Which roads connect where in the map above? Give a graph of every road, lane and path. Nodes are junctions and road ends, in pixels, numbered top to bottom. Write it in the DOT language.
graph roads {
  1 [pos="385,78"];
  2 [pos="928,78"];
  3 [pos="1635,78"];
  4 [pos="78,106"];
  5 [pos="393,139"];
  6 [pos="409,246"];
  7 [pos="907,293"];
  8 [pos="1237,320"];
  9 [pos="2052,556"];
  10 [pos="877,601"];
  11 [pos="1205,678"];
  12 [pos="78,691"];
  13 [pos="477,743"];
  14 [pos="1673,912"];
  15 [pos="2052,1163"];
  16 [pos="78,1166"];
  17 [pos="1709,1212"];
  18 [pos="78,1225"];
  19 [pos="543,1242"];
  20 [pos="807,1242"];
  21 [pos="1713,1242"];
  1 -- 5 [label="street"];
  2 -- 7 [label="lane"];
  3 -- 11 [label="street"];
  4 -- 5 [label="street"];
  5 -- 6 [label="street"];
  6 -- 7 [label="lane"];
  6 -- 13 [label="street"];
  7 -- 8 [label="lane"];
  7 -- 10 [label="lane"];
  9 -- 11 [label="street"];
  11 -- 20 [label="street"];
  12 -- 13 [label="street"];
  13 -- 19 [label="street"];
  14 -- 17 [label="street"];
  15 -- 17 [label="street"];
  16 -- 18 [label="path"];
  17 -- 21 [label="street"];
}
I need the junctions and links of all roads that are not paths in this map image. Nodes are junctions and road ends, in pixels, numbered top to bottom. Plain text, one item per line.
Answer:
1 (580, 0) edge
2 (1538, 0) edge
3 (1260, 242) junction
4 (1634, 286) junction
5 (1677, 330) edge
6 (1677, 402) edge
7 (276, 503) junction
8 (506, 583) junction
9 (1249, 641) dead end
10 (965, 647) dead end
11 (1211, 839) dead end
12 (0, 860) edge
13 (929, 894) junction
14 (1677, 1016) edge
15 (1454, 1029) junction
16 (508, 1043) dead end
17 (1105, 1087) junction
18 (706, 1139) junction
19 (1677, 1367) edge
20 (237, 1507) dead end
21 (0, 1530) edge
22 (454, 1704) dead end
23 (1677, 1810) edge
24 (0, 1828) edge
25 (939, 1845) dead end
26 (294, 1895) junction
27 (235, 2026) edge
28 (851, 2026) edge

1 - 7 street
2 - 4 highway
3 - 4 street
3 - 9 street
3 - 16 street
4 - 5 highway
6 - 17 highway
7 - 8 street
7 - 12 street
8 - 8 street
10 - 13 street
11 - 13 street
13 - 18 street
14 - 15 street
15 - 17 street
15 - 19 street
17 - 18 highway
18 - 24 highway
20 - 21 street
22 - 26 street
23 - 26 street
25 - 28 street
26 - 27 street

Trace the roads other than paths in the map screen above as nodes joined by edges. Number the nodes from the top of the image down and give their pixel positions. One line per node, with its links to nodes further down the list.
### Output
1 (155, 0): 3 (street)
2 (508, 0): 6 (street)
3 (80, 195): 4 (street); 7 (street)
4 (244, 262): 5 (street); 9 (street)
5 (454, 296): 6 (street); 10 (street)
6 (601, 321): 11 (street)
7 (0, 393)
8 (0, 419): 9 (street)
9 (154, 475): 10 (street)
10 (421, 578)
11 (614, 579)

• [ACTIVITY]
Only the lines containing "paths" are needed; pull them out of the listing.

• [OUTPUT FOR THIS EXERCISE]
I need the junctions and links of all roads that are not paths in this map image. Nodes are junctions and road ends, in pixels, numbered top to bottom. Plain text, one item per line.
Trace the roads other than paths in the map screen above as nodes joined by edges. Number the nodes from the top of the image down and give their pixel positions. One line per node, with its links to nodes further down the list.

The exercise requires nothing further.